LISTED RECORDS Start Marker

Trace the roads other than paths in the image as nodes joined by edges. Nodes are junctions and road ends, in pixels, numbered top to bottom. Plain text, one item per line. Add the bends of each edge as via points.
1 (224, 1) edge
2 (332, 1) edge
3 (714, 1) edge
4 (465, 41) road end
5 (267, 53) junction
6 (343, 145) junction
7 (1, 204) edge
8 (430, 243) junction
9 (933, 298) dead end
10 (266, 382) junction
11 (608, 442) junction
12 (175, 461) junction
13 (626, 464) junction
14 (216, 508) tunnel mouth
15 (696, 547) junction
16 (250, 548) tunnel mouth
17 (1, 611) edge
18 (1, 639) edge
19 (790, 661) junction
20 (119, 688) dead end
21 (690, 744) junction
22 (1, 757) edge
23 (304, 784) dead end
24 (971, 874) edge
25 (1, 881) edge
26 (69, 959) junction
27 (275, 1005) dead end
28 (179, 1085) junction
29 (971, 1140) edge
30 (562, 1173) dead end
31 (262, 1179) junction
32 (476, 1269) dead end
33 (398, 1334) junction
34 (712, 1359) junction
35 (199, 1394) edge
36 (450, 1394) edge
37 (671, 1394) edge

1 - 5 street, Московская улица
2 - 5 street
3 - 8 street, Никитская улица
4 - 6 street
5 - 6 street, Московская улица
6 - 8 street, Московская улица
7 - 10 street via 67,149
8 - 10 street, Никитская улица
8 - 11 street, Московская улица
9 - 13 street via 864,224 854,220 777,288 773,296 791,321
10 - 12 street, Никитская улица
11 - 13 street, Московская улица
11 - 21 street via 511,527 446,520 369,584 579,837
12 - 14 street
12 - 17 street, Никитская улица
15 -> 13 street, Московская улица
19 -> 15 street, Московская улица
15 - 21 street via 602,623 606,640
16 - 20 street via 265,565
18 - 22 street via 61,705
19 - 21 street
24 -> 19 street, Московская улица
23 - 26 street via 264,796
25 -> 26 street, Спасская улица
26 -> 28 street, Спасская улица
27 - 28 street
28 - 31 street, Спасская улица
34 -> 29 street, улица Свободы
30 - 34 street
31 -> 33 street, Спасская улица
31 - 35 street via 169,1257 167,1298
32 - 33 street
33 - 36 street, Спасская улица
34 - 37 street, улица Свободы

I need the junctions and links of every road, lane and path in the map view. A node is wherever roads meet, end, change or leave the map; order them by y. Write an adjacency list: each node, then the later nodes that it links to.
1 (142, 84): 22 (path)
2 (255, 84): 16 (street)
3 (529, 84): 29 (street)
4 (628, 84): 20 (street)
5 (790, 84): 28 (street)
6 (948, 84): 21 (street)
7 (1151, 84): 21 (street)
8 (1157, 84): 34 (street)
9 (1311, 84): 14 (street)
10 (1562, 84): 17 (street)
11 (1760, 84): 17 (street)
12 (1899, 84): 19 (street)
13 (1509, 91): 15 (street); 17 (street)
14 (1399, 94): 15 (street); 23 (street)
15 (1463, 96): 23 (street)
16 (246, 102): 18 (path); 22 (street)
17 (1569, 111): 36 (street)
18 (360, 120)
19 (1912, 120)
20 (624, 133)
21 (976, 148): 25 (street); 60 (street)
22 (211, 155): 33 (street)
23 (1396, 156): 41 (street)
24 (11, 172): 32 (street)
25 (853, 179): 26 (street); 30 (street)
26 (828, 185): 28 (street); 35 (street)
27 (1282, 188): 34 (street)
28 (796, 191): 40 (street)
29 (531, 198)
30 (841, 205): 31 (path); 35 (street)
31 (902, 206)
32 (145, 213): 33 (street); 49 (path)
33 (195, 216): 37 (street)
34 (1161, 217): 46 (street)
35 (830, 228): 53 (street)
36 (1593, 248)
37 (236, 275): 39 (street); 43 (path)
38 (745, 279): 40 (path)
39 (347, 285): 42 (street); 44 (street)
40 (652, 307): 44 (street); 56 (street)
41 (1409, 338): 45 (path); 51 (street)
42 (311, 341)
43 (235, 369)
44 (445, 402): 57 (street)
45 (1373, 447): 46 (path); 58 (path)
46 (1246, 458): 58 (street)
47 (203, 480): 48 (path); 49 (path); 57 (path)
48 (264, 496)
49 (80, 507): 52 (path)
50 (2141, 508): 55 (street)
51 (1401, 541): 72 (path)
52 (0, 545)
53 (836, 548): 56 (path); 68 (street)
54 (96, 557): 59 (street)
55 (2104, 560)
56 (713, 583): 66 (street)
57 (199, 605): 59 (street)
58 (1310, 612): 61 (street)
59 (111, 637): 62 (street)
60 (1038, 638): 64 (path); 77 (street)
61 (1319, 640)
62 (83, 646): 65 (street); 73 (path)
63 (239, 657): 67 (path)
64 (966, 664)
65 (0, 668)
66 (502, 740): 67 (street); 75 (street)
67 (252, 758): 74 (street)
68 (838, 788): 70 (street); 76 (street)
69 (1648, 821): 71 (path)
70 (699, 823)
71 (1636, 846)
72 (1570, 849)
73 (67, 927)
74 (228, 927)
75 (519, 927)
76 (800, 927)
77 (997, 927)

LISTED RECORDS End Marker

WORK TASK
Only lines containing the word "tunnel" should appear in the answer, and every such line from the records above must be there.

TASK RESPONSE
14 (216, 508) tunnel mouth
16 (250, 548) tunnel mouth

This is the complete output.